Danish online marketplace for vacation rentals

Landfolk is a Danish online marketplace for curated vacation rentals It is headquartered in Aarhus and operates across Denmark, Norway, Sweden, Germany, Italy, and France.

== History ==
Landfolk was founded on February 1, 2021, in Aarhus, Denmark, by seven former colleagues from Airbnb, including Cathrine K. Reimann, Camilla Swartz, Christian Schwarz Lausten and Anders Boelskifte Mogensen. They had previously co-founded and sold the meeting-room platform Gaest.com to Airbnb in 2019.

By early 2022 the platform featured over 300 properties in Denmark.

In March 2022 Landfolk received a seed investment from Heartland.
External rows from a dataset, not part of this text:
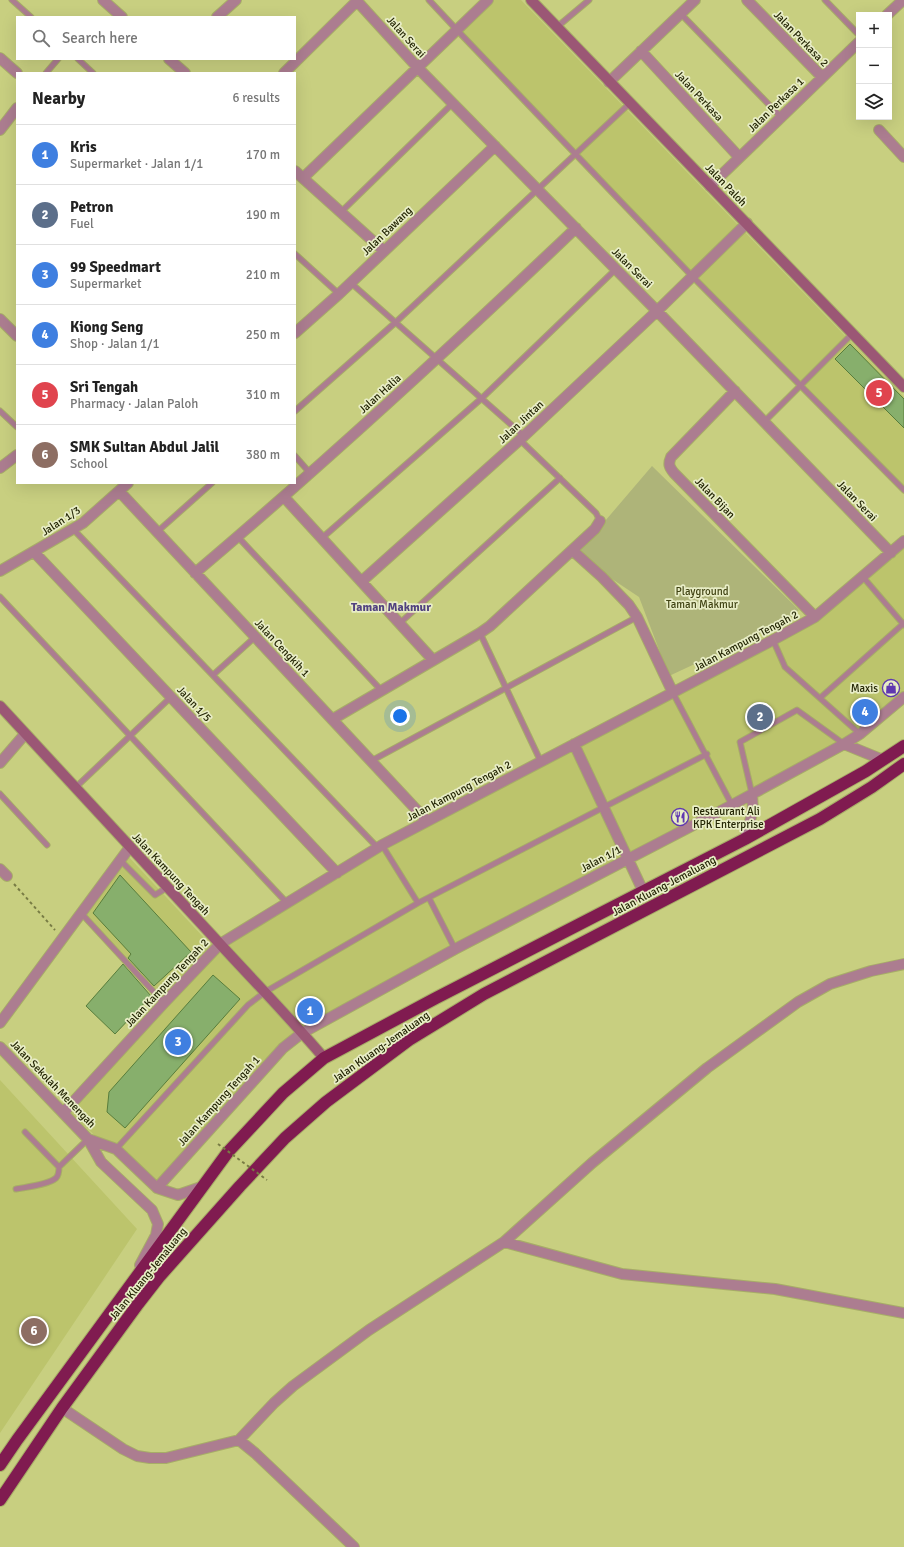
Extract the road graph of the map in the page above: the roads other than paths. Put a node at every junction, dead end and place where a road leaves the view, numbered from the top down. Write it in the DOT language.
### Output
graph roads {
  1 [pos="12,0"];
  2 [pos="104,0"];
  3 [pos="236,0"];
  4 [pos="429,0"];
  5 [pos="488,0"];
  6 [pos="531,0"];
  7 [pos="695,0"];
  8 [pos="746,0"];
  9 [pos="825,0"];
  10 [pos="903,0"];
  11 [pos="356,1"];
  12 [pos="586,1"];
  13 [pos="890,12"];
  14 [pos="680,13"];
  15 [pos="30,16"];
  16 [pos="121,16"];
  17 [pos="218,16"];
  18 [pos="557,28"];
  19 [pos="456,30"];
  20 [pos="856,32"];
  21 [pos="856,45"];
  22 [pos="641,51"];
  23 [pos="0,58"];
  24 [pos="57,60"];
  25 [pos="79,60"];
  26 [pos="172,60"];
  27 [pos="418,68"];
  28 [pos="16,72"];
  29 [pos="47,72"];
  30 [pos="92,72"];
  31 [pos="184,72"];
  32 [pos="285,72"];
  33 [pos="822,77"];
  34 [pos="609,82"];
  35 [pos="453,103"];
  36 [pos="630,103"];
  37 [pos="16,109"];
  38 [pos="781,117"];
  39 [pos="0,130"];
  40 [pos="879,130"];
  41 [pos="495,146"];
  42 [pos="576,154"];
  43 [pos="739,157"];
  44 [pos="904,157"];
  45 [pos="296,172"];
  46 [pos="303,178"];
  47 [pos="710,186"];
  48 [pos="538,190"];
  49 [pos="341,212"];
  50 [pos="747,223"];
  51 [pos="576,228"];
  52 [pos="384,251"];
  53 [pos="296,255"];
  54 [pos="616,269"];
  55 [pos="692,276"];
  56 [pos="351,283"];
  57 [pos="339,294"];
  58 [pos="657,311"];
  59 [pos="0,319"];
  60 [pos="396,322"];
  61 [pos="297,327"];
  62 [pos="853,333"];
  63 [pos="16,335"];
  64 [pos="438,358"];
  65 [pos="801,386"];
  66 [pos="904,386"];
  67 [pos="735,392"];
  68 [pos="482,398"];
  69 [pos="296,409"];
  70 [pos="0,411"];
  71 [pos="764,422"];
  72 [pos="16,426"];
  73 [pos="522,438"];
  74 [pos="16,456"];
  75 [pos="296,457"];
  76 [pos="0,468"];
  77 [pos="310,473"];
  78 [pos="560,478"];
  79 [pos="127,484"];
  80 [pos="211,484"];
  81 [pos="904,490"];
  82 [pos="119,491"];
  83 [pos="284,497"];
  84 [pos="600,521"];
  85 [pos="73,529"];
  86 [pos="157,532"];
  87 [pos="238,537"];
  88 [pos="322,538"];
  89 [pos="904,541"];
  90 [pos="572,550"];
  91 [pos="34,552"];
  92 [pos="891,553"];
  93 [pos="0,571"];
  94 [pos="196,573"];
  95 [pos="863,577"];
  96 [pos="362,581"];
  97 [pos="0,597"];
  98 [pos="637,617"];
  99 [pos="815,617"];
  100 [pos="400,623"];
  101 [pos="904,624"];
  102 [pos="480,633"];
  103 [pos="255,637"];
  104 [pos="773,640"];
  105 [pos="433,660"];
  106 [pos="213,675"];
  107 [pos="506,687"];
  108 [pos="382,690"];
  109 [pos="673,693"];
  110 [pos="171,697"];
  111 [pos="904,697"];
  112 [pos="820,698"];
  113 [pos="0,706"];
  114 [pos="332,719"];
  115 [pos="25,734"];
  116 [pos="860,734"];
  117 [pos="130,736"];
  118 [pos="574,744"];
  119 [pos="844,744"];
  120 [pos="904,746"];
  121 [pos="706,754"];
  122 [pos="882,760"];
  123 [pos="371,761"];
  124 [pos="541,762"];
  125 [pos="0,763"];
  126 [pos="904,764"];
  127 [pos="74,788"];
  128 [pos="0,794"];
  129 [pos="752,794"];
  130 [pos="732,805"];
  131 [pos="604,807"];
  132 [pos="427,821"];
  133 [pos="745,839"];
  134 [pos="47,845"];
  135 [pos="380,846"];
  136 [pos="130,847"];
  137 [pos="627,858"];
  138 [pos="120,860"];
  139 [pos="337,873"];
  140 [pos="168,887"];
  141 [pos="643,890"];
  142 [pos="429,898"];
  143 [pos="287,903"];
  144 [pos="418,903"];
  145 [pos="81,913"];
  146 [pos="220,944"];
  147 [pos="455,948"];
  148 [pos="904,964"];
  149 [pos="265,992"];
  150 [pos="164,1003"];
  151 [pos="0,1023"];
  152 [pos="302,1033"];
  153 [pos="0,1046"];
  154 [pos="324,1058"];
  155 [pos="63,1113"];
  156 [pos="25,1132"];
  157 [pos="88,1139"];
  158 [pos="116,1149"];
  159 [pos="59,1166"];
  160 [pos="202,1187"];
  161 [pos="157,1188"];
  162 [pos="16,1189"];
  163 [pos="504,1242"];
  164 [pos="129,1287"];
  165 [pos="904,1313"];
  166 [pos="62,1408"];
  167 [pos="239,1440"];
  168 [pos="0,1465"];
  169 [pos="0,1500"];
  170 [pos="354,1547"];
  1 -- 15 [label="lane"];
  2 -- 16 [label="street"];
  3 -- 17 [label="street"];
  4 -- 19 [label="lane"];
  5 -- 19 [label="street"];
  6 -- 18 [label="main road, Jalan Paloh"];
  7 -- 14 [label="street"];
  8 -- 33 [label="street, Jalan Perkasa 2"];
  9 -- 20 [label="lane"];
  10 -- 13 [label="street"];
  11 -- 27 [label="street, Jalan Serai"];
  11 -- 32 [label="street"];
  12 -- 18 [label="lane"];
  14 -- 22 [label="street"];
  14 -- 38 [label="lane"];
  18 -- 34 [label="main road, Jalan Paloh"];
  19 -- 27 [label="street"];
  19 -- 42 [label="lane"];
  21 -- 33 [label="street, Jalan Perkasa 1"];
  22 -- 34 [label="street"];
  22 -- 43 [label="street, Jalan Perkasa"];
  23 -- 28 [label="street"];
  24 -- 29 [label="lane"];
  25 -- 30 [label="lane"];
  26 -- 31 [label="street"];
  27 -- 35 [label="street, Jalan Serai"];
  27 -- 46 [label="street"];
  33 -- 38 [label="street, Jalan Perkasa 1"];
  34 -- 36 [label="main road, Jalan Paloh"];
  35 -- 41 [label="street, Jalan Serai"];
  35 -- 49 [label="lane"];
  36 -- 42 [label="lane"];
  36 -- 47 [label="main road, Jalan Paloh"];
  37 -- 39 [label="street"];
  38 -- 43 [label="street, Jalan Perkasa 1"];
  40 -- 44 [label="street"];
  41 -- 48 [label="street, Jalan Serai"];
  41 -- 52 [label="street, Jalan Bawang"];
  42 -- 48 [label="lane"];
  42 -- 55 [label="lane"];
  43 -- 47 [label="street, Jalan Perkasa 1"];
  45 -- 46 [label="street"];
  46 -- 49 [label="street"];
  47 -- 50 [label="main road, Jalan Paloh"];
  48 -- 51 [label="street, Jalan Serai"];
  48 -- 60 [label="lane"];
  49 -- 52 [label="street"];
  50 -- 55 [label="street, Jalan Jintan"];
  50 -- 62 [label="main road, Jalan Paloh"];
  51 -- 54 [label="street, Jalan Serai"];
  51 -- 64 [label="street, Jalan Halia"];
  52 -- 56 [label="street, Jalan Bawang"];
  53 -- 57 [label="lane"];
  54 -- 58 [label="street, Jalan Serai"];
  54 -- 68 [label="lane"];
  55 -- 58 [label="street, Jalan Jintan"];
  55 -- 65 [label="lane"];
  56 -- 57 [label="street, Jalan Bawang"];
  56 -- 60 [label="lane"];
  57 -- 61 [label="street, Jalan Bawang"];
  58 -- 67 [label="street, Jalan Serai"];
  58 -- 73 [label="street, Jalan Jintan"];
  59 -- 63 [label="street"];
  60 -- 64 [label="lane"];
  60 -- 69 [label="lane"];
  62 -- 65 [label="lane"];
  62 -- 66 [label="main road, Jalan Paloh"];
  64 -- 68 [label="lane"];
  64 -- 77 [label="street, Jalan Halia"];
  65 -- 71 [label="lane"];
  65 -- 81 [label="lane"];
  67 -- 71 [label="street, Jalan Serai"];
  67 -- 99 [label="street, Jalan Bijan"];
  68 -- 73 [label="lane"];
  68 -- 88 [label="lane"];
  70 -- 72 [label="lane"];
  71 -- 92 [label="street, Jalan Serai"];
  73 -- 78 [label="lane"];
  73 -- 96 [label="street, Jalan Jintan"];
  74 -- 76 [label="street"];
  75 -- 77 [label="lane"];
  77 -- 83 [label="street, Jalan Halia"];
  78 -- 84 [label="lane"];
  78 -- 100 [label="lane"];
  79 -- 82 [label="street, Jalan 1/3"];
  80 -- 86 [label="lane"];
  82 -- 85 [label="street, Jalan 1/3"];
  82 -- 86 [label="street, Jalan Cengkih 1"];
  83 -- 87 [label="street, Jalan Halia"];
  83 -- 88 [label="street"];
  84 -- 90 [label="street"];
  85 -- 91 [label="street, Jalan 1/3"];
  85 -- 106 [label="lane"];
  86 -- 94 [label="street, Jalan Cengkih 1"];
  87 -- 94 [label="street, Jalan Halia"];
  87 -- 108 [label="lane"];
  88 -- 96 [label="street"];
  89 -- 92 [label="street, Jalan Kampung Tengah 2"];
  90 -- 98 [label="street"];
  90 -- 102 [label="street"];
  91 -- 93 [label="street, Jalan 1/3"];
  91 -- 110 [label="street, Jalan 1/5"];
  92 -- 95 [label="street, Jalan Kampung Tengah 2"];
  94 -- 103 [label="street, Jalan Cengkih 1"];
  95 -- 99 [label="street, Jalan Kampung Tengah 2"];
  95 -- 101 [label="lane"];
  96 -- 100 [label="street"];
  97 -- 117 [label="lane"];
  98 -- 107 [label="lane"];
  98 -- 109 [label="street"];
  99 -- 104 [label="street, Jalan Kampung Tengah 2"];
  100 -- 105 [label="street"];
  101 -- 112 [label="lane"];
  102 -- 105 [label="street"];
  102 -- 107 [label="lane"];
  103 -- 106 [label="lane"];
  103 -- 114 [label="street, Jalan Cengkih 1"];
  104 -- 109 [label="street, Jalan Kampung Tengah 2"];
  104 -- 112 [label="lane"];
  105 -- 108 [label="street"];
  106 -- 135 [label="lane"];
  107 -- 123 [label="lane"];
  107 -- 124 [label="lane"];
  108 -- 114 [label="street"];
  109 -- 118 [label="street, Jalan Kampung Tengah 2"];
  109 -- 121 [label="lane"];
  110 -- 117 [label="lane"];
  110 -- 139 [label="street, Jalan 1/5"];
  111 -- 116 [label="street, Jalan 1/1"];
  112 -- 116 [label="lane"];
  113 -- 115 [label="main road, Jalan Kampung Tengah"];
  114 -- 123 [label="street, Jalan Cengkih 1"];
  115 -- 125 [label="street"];
  115 -- 127 [label="main road, Jalan Kampung Tengah"];
  116 -- 119 [label="street, Jalan 1/1"];
  117 -- 127 [label="lane"];
  117 -- 143 [label="lane"];
  118 -- 124 [label="street, Jalan Kampung Tengah 2"];
  118 -- 131 [label="street"];
  119 -- 122 [label="street"];
  119 -- 129 [label="street, Jalan 1/1"];
  119 -- 129 [label="lane"];
  120 -- 122 [label="highway, Jalan Kluang-Jemaluang"];
  121 -- 130 [label="lane"];
  121 -- 131 [label="lane"];
  122 -- 133 [label="highway, Jalan Kluang-Jemaluang"];
  123 -- 132 [label="street, Jalan Cengkih 1"];
  124 -- 132 [label="street, Jalan Kampung Tengah 2"];
  126 -- 166 [label="highway, Jalan Kluang-Jemaluang"];
  127 -- 136 [label="main road, Jalan Kampung Tengah"];
  128 -- 134 [label="lane"];
  129 -- 130 [label="street, Jalan 1/1"];
  129 -- 133 [label="street"];
  130 -- 137 [label="street, Jalan 1/1"];
  131 -- 137 [label="street"];
  131 -- 142 [label="lane"];
  132 -- 135 [label="street, Jalan Kampung Tengah 2"];
  133 -- 141 [label="highway, Jalan Kluang-Jemaluang"];
  135 -- 139 [label="street, Jalan Kampung Tengah 2"];
  135 -- 144 [label="lane"];
  136 -- 138 [label="street"];
  136 -- 140 [label="main road, Jalan Kampung Tengah"];
  137 -- 141 [label="street"];
  137 -- 147 [label="street, Jalan 1/1"];
  138 -- 140 [label="lane"];
  138 -- 145 [label="street"];
  139 -- 143 [label="street, Jalan Kampung Tengah 2"];
  140 -- 146 [label="main road, Jalan Kampung Tengah"];
  141 -- 154 [label="highway, Jalan Kluang-Jemaluang"];
  142 -- 144 [label="lane"];
  142 -- 147 [label="lane"];
  143 -- 146 [label="street, Jalan Kampung Tengah 2"];
  144 -- 149 [label="lane"];
  145 -- 150 [label="lane"];
  145 -- 151 [label="street"];
  146 -- 149 [label="main road, Jalan Kampung Tengah"];
  146 -- 150 [label="street, Jalan Kampung Tengah 2"];
  147 -- 152 [label="street, Jalan 1/1"];
  148 -- 163 [label="street"];
  149 -- 152 [label="main road, Jalan Kampung Tengah"];
  149 -- 158 [label="lane"];
  150 -- 155 [label="street, Jalan Kampung Tengah 2"];
  152 -- 154 [label="main road, Jalan Kampung Tengah"];
  152 -- 161 [label="street, Jalan Kampung Tengah 1"];
  153 -- 155 [label="street, Jalan Sekolah Menengah"];
  154 -- 160 [label="highway, Jalan Kluang-Jemaluang"];
  155 -- 157 [label="street, Jalan Sekolah Menengah"];
  156 -- 159 [label="lane"];
  157 -- 158 [label="street, Jalan Sekolah Menengah"];
  157 -- 159 [label="lane"];
  157 -- 164 [label="street, Jalan Sekolah Menengah"];
  158 -- 161 [label="street, Jalan Sekolah Menengah"];
  159 -- 162 [label="lane"];
  160 -- 161 [label="street, Jalan Sekolah Menengah"];
  160 -- 164 [label="highway, Jalan Kluang-Jemaluang"];
  163 -- 165 [label="street"];
  163 -- 167 [label="street"];
  164 -- 168 [label="highway, Jalan Kluang-Jemaluang"];
  166 -- 167 [label="street"];
  166 -- 169 [label="highway, Jalan Kluang-Jemaluang"];
  167 -- 170 [label="street"];
}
The funding was used for international expansion, and Landfolk launched in Norway and Germany later that year.

In mid-2024, Landfolk announced a Series A funding round of €10.3 million, led by Denmark’s Export and Investment Fund (EIFO) with participation from SEED Capital and Heartland.

In October 2024, Landfolk introduced a visual search feature called Daisy, which allows users to search using natural language.
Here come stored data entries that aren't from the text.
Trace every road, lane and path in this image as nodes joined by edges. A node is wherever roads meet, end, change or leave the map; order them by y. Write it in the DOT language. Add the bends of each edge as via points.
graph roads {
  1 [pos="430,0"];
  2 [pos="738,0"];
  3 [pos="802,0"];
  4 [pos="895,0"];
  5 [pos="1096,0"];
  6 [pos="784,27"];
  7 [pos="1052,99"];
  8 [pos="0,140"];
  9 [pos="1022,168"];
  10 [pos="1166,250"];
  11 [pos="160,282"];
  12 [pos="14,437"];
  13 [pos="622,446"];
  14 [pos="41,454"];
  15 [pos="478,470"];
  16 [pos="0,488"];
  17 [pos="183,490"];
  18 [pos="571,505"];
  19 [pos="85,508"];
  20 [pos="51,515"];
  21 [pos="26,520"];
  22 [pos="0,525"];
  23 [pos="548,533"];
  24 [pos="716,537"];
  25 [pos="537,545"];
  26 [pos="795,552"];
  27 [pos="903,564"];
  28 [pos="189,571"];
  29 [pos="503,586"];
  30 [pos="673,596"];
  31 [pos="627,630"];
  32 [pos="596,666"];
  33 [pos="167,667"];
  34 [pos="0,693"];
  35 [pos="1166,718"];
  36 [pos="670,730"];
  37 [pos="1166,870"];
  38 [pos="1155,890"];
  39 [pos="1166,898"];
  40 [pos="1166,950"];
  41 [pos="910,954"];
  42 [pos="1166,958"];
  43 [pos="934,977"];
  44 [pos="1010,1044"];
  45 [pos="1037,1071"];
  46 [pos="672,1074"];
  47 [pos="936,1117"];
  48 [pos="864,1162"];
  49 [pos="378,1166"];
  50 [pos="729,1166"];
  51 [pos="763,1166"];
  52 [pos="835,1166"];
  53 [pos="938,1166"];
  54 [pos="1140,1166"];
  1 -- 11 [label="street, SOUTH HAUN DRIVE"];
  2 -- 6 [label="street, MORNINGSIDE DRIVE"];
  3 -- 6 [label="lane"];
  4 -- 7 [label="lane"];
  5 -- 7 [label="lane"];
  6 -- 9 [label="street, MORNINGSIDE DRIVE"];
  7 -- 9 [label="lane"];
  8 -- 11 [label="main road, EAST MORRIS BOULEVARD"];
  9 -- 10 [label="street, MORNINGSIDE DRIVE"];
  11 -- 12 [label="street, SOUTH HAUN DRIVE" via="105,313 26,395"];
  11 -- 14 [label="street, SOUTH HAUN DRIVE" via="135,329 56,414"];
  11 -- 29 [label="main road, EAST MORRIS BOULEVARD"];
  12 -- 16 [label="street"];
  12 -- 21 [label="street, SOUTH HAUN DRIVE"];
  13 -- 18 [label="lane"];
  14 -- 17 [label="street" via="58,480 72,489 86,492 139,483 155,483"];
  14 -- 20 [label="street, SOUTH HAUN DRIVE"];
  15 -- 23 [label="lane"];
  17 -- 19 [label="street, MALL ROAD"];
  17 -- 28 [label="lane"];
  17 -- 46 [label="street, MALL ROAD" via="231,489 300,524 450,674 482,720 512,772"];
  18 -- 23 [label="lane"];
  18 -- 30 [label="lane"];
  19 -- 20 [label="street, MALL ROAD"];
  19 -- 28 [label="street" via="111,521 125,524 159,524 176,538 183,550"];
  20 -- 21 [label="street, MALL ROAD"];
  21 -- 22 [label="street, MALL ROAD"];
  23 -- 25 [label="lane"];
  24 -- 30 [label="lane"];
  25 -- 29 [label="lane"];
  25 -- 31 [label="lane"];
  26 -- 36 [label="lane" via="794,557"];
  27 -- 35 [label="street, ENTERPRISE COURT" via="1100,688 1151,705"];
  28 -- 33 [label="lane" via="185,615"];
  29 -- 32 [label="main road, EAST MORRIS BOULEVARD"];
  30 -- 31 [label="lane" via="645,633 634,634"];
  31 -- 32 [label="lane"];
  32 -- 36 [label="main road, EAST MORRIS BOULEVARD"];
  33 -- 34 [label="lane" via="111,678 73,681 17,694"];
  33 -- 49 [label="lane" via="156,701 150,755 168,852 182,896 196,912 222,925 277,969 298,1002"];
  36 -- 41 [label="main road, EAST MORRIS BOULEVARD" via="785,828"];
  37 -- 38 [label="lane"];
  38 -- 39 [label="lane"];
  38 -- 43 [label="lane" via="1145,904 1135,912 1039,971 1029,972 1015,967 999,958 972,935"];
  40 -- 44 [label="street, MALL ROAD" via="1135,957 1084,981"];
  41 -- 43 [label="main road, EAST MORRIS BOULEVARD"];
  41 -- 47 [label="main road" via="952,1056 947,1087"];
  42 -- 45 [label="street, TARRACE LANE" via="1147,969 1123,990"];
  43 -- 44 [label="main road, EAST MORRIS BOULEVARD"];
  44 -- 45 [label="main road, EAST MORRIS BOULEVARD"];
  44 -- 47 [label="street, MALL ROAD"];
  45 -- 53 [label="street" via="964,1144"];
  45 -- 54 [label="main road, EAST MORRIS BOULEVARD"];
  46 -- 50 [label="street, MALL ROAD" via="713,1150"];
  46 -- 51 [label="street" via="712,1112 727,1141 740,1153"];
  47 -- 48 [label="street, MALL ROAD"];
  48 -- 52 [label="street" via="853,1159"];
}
In late 2024, Landfolk acquired Danitalia, a vacation rental agency in Italy.

As of 2025, Landfolk operates in seven countries: Denmark, Norway, Sweden, Germany, Italy, Spain and France.

== Awards ==
In May 2024, Landfolk received the "Best New E-commerce" award from the Danish Chamber of Commerce.

In May 2025, Landfolk received the "Best B2C company with online revenue under DKK 100 million" award from the Danish Chamber of Commerce.